Le président Emmanuel Macron avait été sollicité par le Collectif du 17 octobre 1961 pour faire connaître sa position "précise" cet événement. Dans une lettre, le collectif s’adresse au chef d’État : "Nous sollicitons de votre bienveillance une audience pour connaître votre position précise à ce sujet (massacres du 17 octobre 1961), afin de pouvoir en rendre compte lors du rassemblement prévu le 17 octobre 2017 au Pont Saint-Michel à Paris."
Mais ce n’est qu’en 2018, qu’Emmanuel Macron admet à son tour "une répression violente" (voir ci-dessous).
Ce samedi, il devrait reconnaître "une vérité incontestable" lors de la cérémonie officielle, allant plus loin, selon l'Elysée, que François Hollande en 2012.
"Nous voulons que justice soit faite"
Les familles de victimes demandent que soit reconnu ce massacre comme crime d’État pour que soient jugés l’État français
Pour Franck et bien d'autres militants anti-racistes, la reconnaissance devient urgente. "Nous demandons que puissent être possibles les réparations autant mémorielles, immatérielles que matérielles. Qu’enfin Justice soit faite dans la mesure du possible, puisque rien ne ramènera les pertes, et rien ne fera oublier les douleurs", s'indigne-t-il.
Du côté des associations, il reste un peu d'espoir. "Le président Emmanuel Macron a un point de vue très incohérent sur la guerre d'Algérie, qui laisse perplexe. Cependant, si le crime d'État est reconnu, ça sera une avancée utile", témoigne François-Xavier Richard, président de l'association 4 ACG, "Anciens Appelés en Algérie et leurs Amis Contre la Guerre".

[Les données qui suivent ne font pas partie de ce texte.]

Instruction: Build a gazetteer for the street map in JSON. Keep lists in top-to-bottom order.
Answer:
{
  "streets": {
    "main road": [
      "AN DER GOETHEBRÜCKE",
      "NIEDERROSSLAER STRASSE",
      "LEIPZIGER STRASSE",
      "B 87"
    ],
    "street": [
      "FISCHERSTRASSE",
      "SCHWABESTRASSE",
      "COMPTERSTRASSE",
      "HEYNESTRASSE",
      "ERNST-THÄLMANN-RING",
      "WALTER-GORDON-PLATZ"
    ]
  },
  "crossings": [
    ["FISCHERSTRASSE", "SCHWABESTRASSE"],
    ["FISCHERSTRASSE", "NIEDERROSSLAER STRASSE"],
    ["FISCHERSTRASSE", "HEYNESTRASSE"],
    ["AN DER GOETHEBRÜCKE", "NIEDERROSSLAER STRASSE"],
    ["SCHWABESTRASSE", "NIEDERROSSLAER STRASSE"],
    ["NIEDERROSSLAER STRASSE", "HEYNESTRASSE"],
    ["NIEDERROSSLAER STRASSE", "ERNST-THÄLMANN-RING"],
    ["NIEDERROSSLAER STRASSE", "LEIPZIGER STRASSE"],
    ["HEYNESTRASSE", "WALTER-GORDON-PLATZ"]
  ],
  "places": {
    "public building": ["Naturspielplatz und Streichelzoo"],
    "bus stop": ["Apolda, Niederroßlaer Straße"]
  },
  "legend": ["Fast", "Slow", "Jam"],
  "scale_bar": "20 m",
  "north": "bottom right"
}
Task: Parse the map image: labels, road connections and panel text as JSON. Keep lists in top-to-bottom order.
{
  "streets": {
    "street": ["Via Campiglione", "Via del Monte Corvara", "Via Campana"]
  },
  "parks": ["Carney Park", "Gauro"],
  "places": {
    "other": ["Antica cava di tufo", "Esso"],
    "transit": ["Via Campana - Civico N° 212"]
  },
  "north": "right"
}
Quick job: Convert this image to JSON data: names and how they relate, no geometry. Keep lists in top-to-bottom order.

Aujourd'hui encore et soixante ans après les faits, la tragique répression du 17 octobre 1961 n'est pas considéré comme un crime d'État par le gouvernement français. Cette soirée d'octobre reste "la répression la plus meurtrière en Europe de l’Ouest après la Seconde Guerre mondiale", selon l’historien Emmanuel Blanchard.